In: Economics
Problem. Suppose that, in a large city, 200
identical street vendors compete
in a competitive market for hot dogs.
1. The vendors total costs to produce q hot dogs is,
C(q) = 1/4q + 1/8q².
What is
the marginal cost function of each firm?
2. Given your answer from above, how many hot dogs will each
vendor produce
if offered a price of $4 per hot dog?
3. Using your answer from part 1 of this problem, what is the
competitive
supply curve for this market? (That is, how much will a vendor
produce if
the market price is P?)
4. Let market demand for hot dogs be Q =
2500−100P, where P is the market
price and Q is the market output. What is the short run
equilibrium price?
What is the total quantity of hot dogs sold in
equilibrium?
5. In the long run, would you expect this industry to experience
entry or exit?
Explain your answer.
1)
C(q) = 1/4q + 1/8q²
Marginal cost=MC=dC(q)/dq=1/4 + 1/4q
2)
In perfect competition each firm sets its output level such that MC=Market price
So,
1/4 + 1/4q=4
1+q=16
q=16-1=15
Each vendor will produce 15 hotdogs at a market price of $4 per hotdog
3)
We know that each firm sets its output level such that MC=Market price in short run.

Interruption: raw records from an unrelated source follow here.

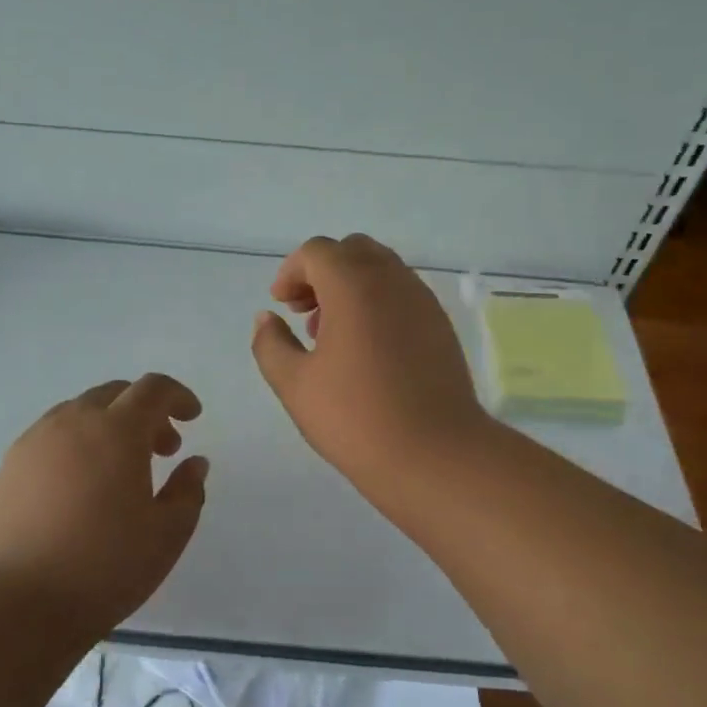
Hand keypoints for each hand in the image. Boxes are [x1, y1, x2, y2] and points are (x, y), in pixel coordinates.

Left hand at [0, 374, 208, 633]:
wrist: (14, 603)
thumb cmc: (103, 567)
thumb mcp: (167, 535)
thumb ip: (188, 492)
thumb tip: (194, 463)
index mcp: (116, 430)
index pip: (153, 389)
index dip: (178, 396)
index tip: (192, 417)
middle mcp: (72, 422)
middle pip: (114, 394)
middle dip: (144, 411)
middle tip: (162, 449)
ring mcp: (33, 442)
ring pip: (79, 413)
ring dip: (108, 426)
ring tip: (119, 470)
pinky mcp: (8, 467)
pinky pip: (51, 437)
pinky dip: (76, 445)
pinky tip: (80, 487)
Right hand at [251, 234, 491, 486]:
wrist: (435, 455)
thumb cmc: (355, 418)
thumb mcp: (294, 384)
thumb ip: (271, 343)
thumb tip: (266, 318)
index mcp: (354, 285)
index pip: (317, 251)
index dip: (291, 272)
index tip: (281, 305)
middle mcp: (392, 280)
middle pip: (352, 251)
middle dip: (322, 272)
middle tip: (304, 312)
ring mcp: (422, 301)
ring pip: (381, 270)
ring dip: (351, 287)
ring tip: (332, 335)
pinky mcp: (441, 325)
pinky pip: (403, 294)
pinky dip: (378, 303)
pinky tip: (366, 350)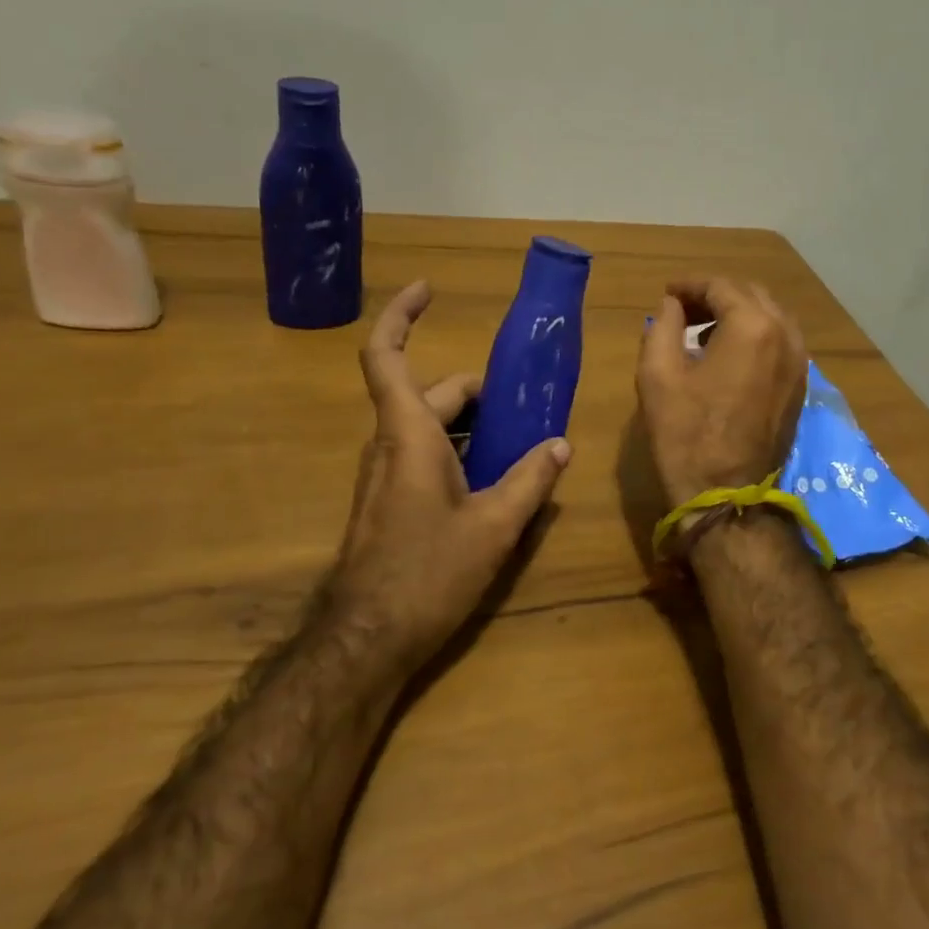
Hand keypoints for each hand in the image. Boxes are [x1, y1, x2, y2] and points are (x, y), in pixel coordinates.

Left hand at [330, 280, 571, 667]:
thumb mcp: (494, 526)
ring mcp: (384, 475)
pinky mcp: (387, 503)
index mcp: (410, 434)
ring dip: (471, 427)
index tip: (428, 289)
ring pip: (429, 428)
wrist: (368, 638)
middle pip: (431, 395)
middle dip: (477, 394)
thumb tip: (560, 445)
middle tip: (525, 407)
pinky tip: (493, 484)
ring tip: (520, 446)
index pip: (387, 356)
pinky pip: (424, 457)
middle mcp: (389, 445)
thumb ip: (531, 479)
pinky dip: (458, 453)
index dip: (401, 315)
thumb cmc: (429, 572)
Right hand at [635, 278, 807, 510]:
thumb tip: (673, 305)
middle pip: (751, 295)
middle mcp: (786, 336)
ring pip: (770, 317)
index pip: (721, 286)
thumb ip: (663, 326)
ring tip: (702, 330)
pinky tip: (728, 354)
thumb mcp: (657, 374)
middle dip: (715, 295)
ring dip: (737, 314)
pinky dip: (755, 335)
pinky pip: (780, 342)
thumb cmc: (686, 434)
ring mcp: (799, 362)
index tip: (667, 293)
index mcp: (753, 327)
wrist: (726, 494)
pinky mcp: (799, 386)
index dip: (690, 285)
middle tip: (682, 309)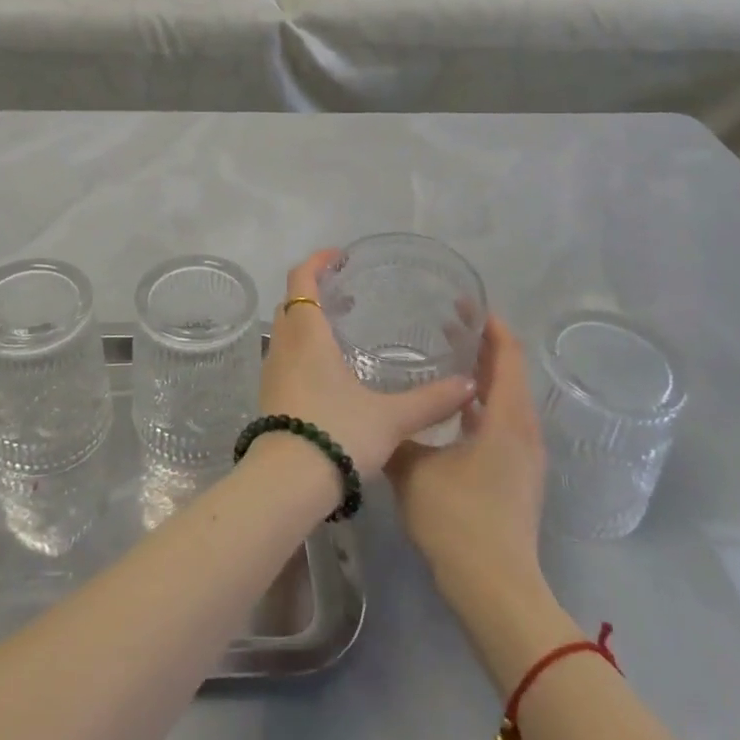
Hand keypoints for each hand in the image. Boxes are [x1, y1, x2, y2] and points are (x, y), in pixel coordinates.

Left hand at [259, 250, 475, 478]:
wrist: (285, 483)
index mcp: (307, 335)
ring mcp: (272, 372)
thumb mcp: (390, 418)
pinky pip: (285, 356)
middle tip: (347, 292)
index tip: (338, 256)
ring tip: (342, 330)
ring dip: (308, 320)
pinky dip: (304, 347)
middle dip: (315, 290)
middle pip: (291, 302)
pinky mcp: (270, 396)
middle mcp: (284, 346)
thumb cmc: (337, 434)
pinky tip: (330, 371)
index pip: (301, 280)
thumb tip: (470, 384)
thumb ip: (431, 401)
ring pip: (286, 331)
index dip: (317, 262)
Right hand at [386, 314, 546, 587]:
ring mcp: (524, 457)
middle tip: (447, 321)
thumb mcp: (413, 468)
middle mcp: (523, 431)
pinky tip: (450, 409)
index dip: (490, 325)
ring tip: (447, 355)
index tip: (465, 301)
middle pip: (510, 374)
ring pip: (506, 400)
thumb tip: (375, 411)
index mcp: (507, 418)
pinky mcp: (516, 476)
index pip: (507, 355)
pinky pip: (502, 423)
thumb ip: (397, 432)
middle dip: (483, 345)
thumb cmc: (457, 519)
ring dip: (482, 375)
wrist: (496, 590)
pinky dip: (480, 404)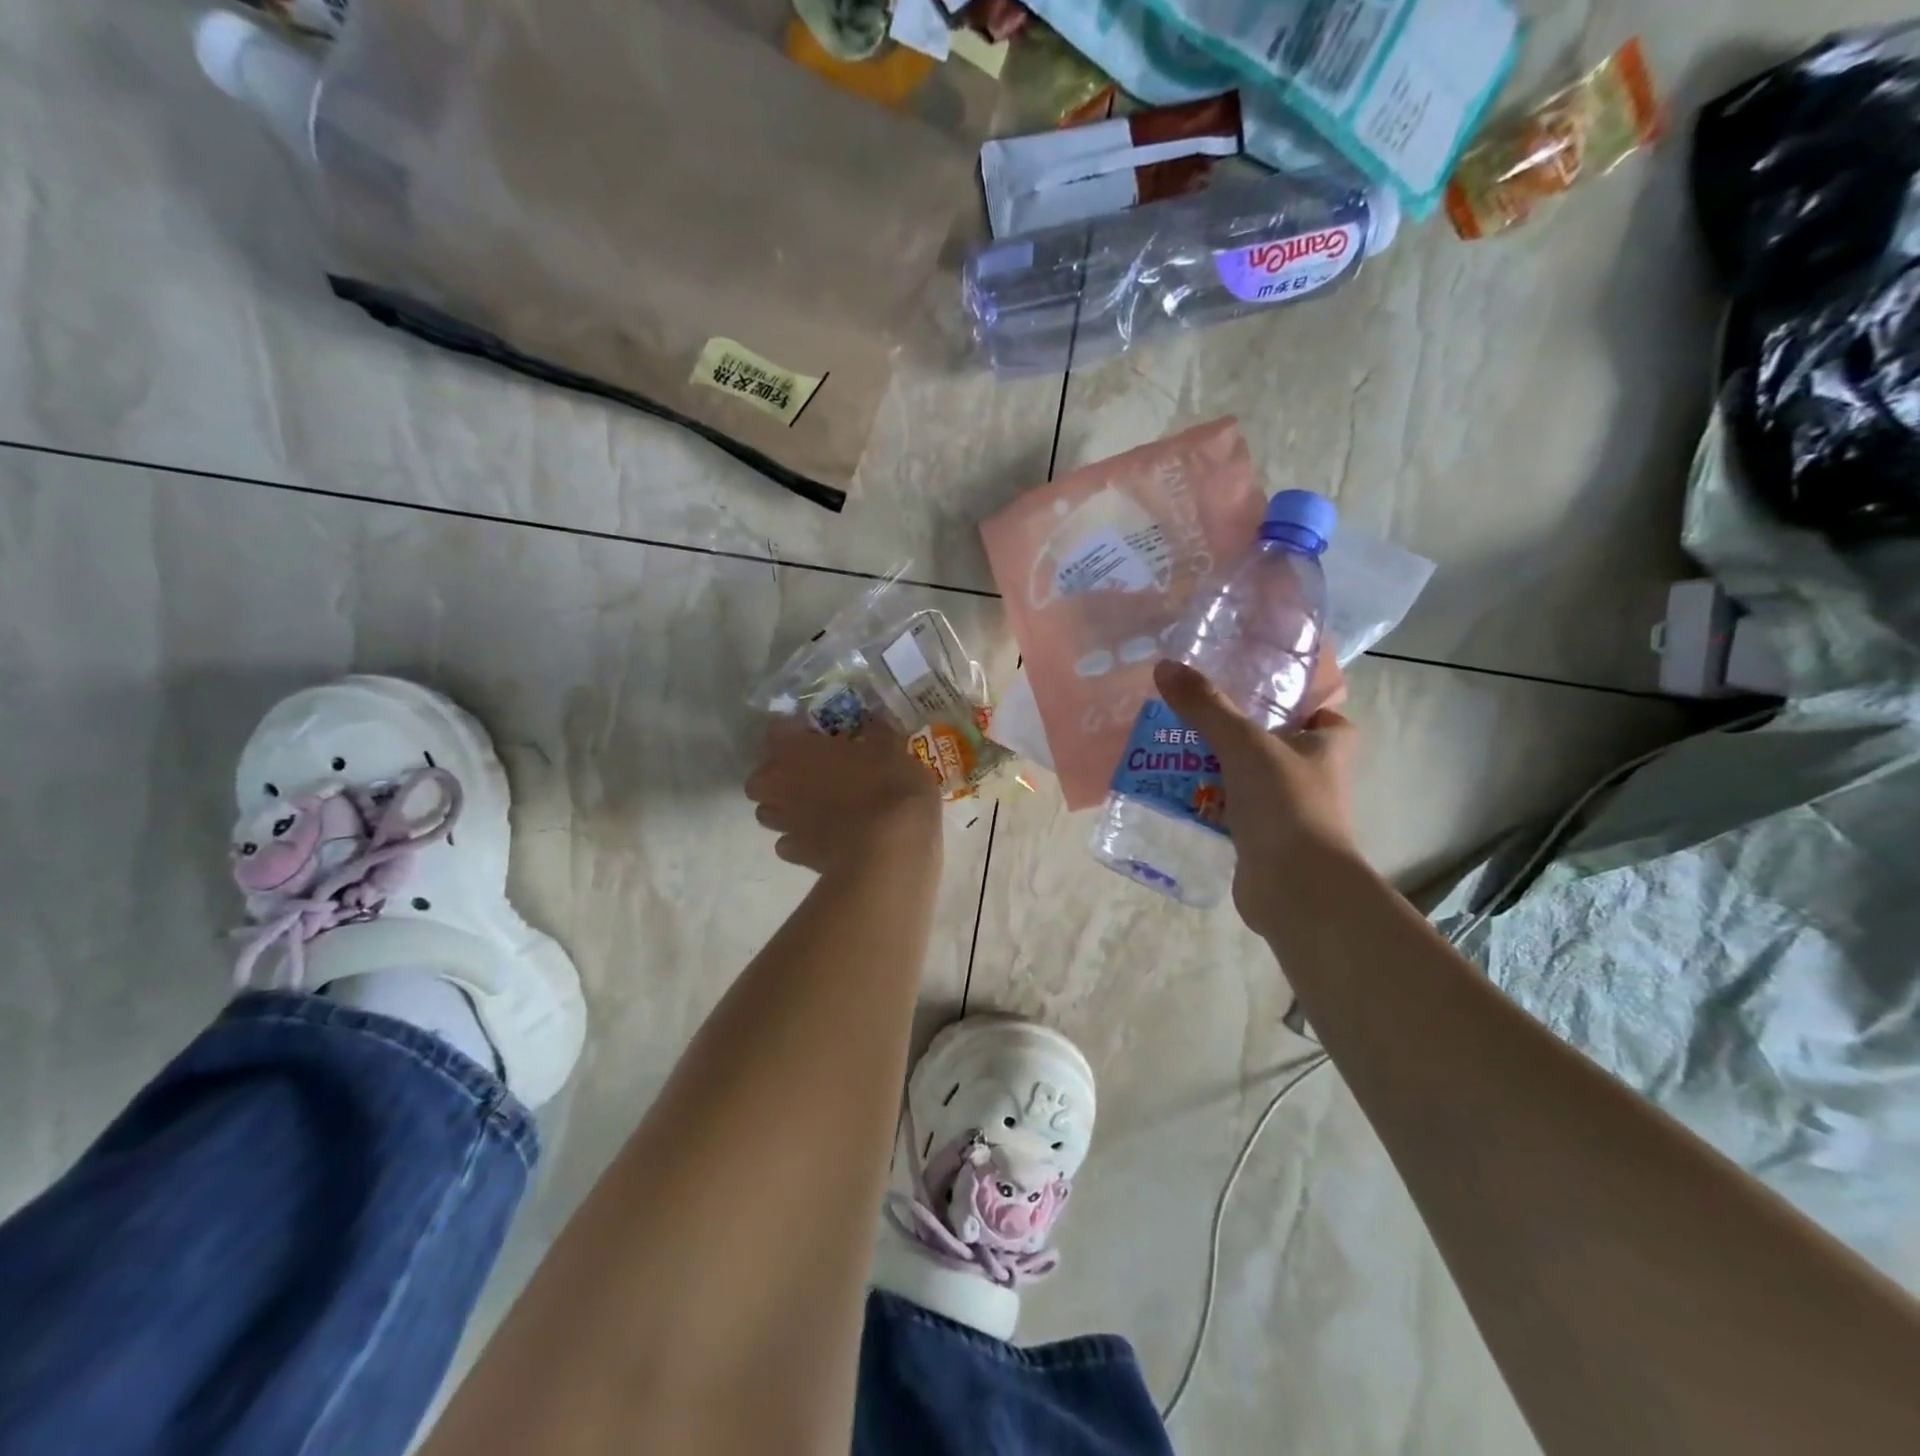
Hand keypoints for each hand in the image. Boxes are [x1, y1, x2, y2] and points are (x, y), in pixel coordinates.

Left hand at [746, 718, 942, 874]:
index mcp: (798, 750)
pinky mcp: (796, 856)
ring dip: (784, 809)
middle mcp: (781, 785)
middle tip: (810, 775)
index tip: (817, 735)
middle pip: (760, 779)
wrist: (889, 849)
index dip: (795, 733)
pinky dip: (800, 840)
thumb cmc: (889, 788)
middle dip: (778, 777)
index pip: (776, 731)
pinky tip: (824, 839)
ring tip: (814, 808)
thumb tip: (873, 718)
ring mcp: (785, 823)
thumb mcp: (893, 750)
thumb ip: (877, 732)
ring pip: (768, 812)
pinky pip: (788, 843)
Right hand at [1153, 657, 1359, 931]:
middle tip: (1191, 714)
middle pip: (1272, 742)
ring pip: (1246, 777)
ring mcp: (1288, 810)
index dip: (1292, 700)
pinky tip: (1172, 793)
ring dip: (1214, 767)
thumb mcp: (1243, 743)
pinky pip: (1229, 810)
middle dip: (1234, 732)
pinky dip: (1205, 802)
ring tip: (1170, 750)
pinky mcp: (1263, 839)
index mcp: (1328, 746)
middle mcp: (1314, 775)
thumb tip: (1164, 666)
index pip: (1320, 712)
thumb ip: (1205, 706)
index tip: (1251, 690)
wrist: (1295, 888)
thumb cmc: (1286, 803)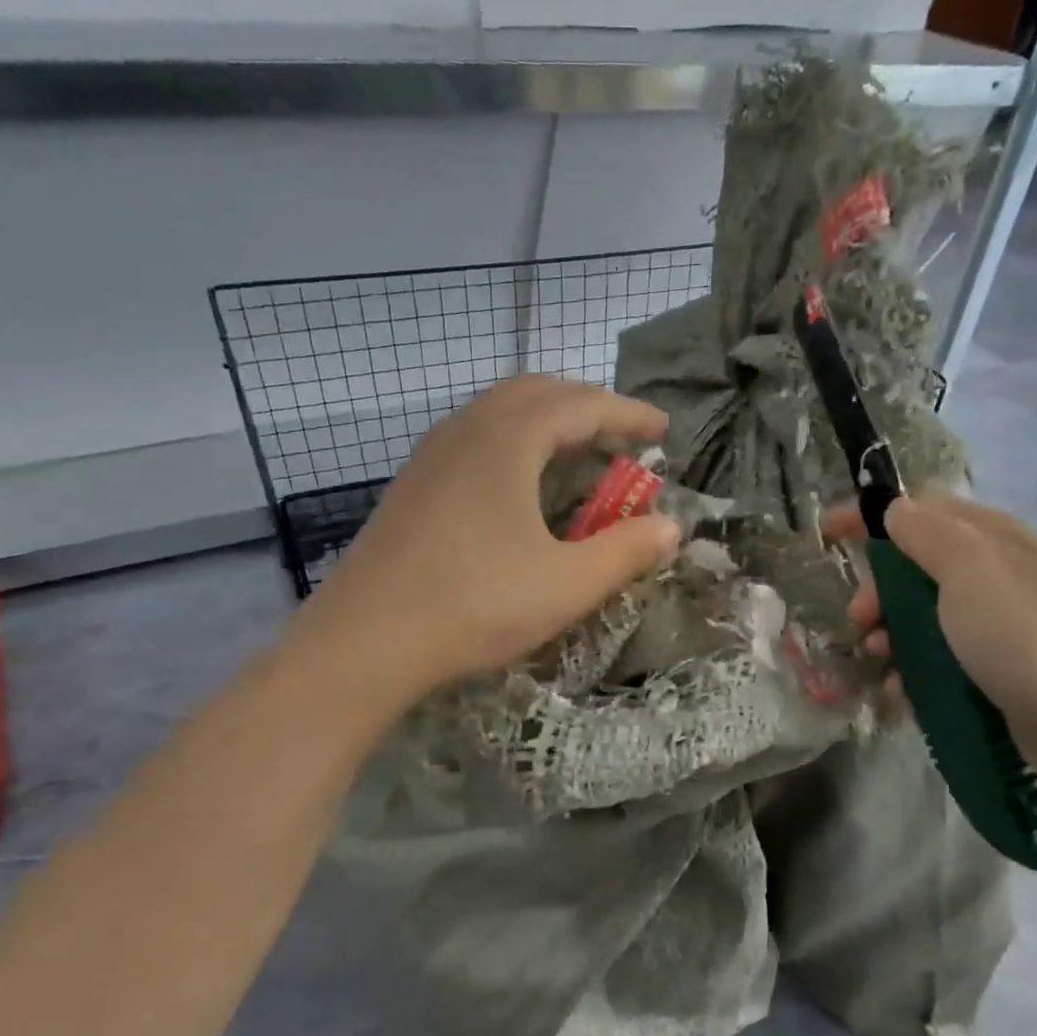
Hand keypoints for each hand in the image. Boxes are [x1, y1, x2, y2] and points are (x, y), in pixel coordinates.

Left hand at [293, 376, 680, 703]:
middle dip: (586, 408)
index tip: (662, 431)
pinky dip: (512, 444)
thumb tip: (670, 528)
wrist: (366, 642)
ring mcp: (430, 456)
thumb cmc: (476, 606)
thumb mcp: (568, 584)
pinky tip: (517, 488)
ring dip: (545, 423)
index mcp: (507, 440)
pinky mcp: (411, 486)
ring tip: (576, 459)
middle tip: (621, 441)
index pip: (582, 405)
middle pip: (536, 393)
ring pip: (498, 413)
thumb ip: (626, 551)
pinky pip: (472, 439)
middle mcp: (466, 430)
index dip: (628, 414)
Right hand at [824, 495, 1036, 791]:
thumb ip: (927, 534)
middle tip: (860, 619)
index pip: (923, 510)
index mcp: (993, 539)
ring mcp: (997, 628)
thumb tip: (895, 508)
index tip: (828, 534)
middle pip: (917, 568)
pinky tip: (899, 693)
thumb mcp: (971, 570)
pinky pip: (938, 661)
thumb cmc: (1025, 635)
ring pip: (923, 619)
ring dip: (890, 636)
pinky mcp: (995, 673)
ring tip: (879, 662)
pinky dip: (911, 672)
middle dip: (878, 590)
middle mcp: (996, 576)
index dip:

So,
MC=1/4 + 1/4q
Set MC=P
P=1/4+ 1/4q
4P=1+q
q=-1+4P
There are 200 identical vendors. So,
Market supply, Qs=200*q=200*(-1+4P)=-200+800P
Qs=-200+800P
4)
In equilibrium, Qd=Qs
2500-100P=-200+800P
2700=900P
P=3
Equilibrium price=$3 per hotdog
Qs=-200+800*3=2200
Qd=2500-100*3=2200
Equilibrium quantity=2200 hotdogs
5) Output of each vendor=q=Equilibrium quantity/200=2200/200=11
Total revenue of each vendor=TR=P*q=3*11=33
Total cost of each vendor=TC=C(q) = 1/4q + 1/8q² =(1/4)*11+(1/8)*112=17.875
Profit=TR-TC=33-17.875=$15.125
Each vendor is making economic profit. So, more vendors will be attracted in long run. This will increase the supply. In long run, vendors will work at minimum ATC and economic profit will be zero.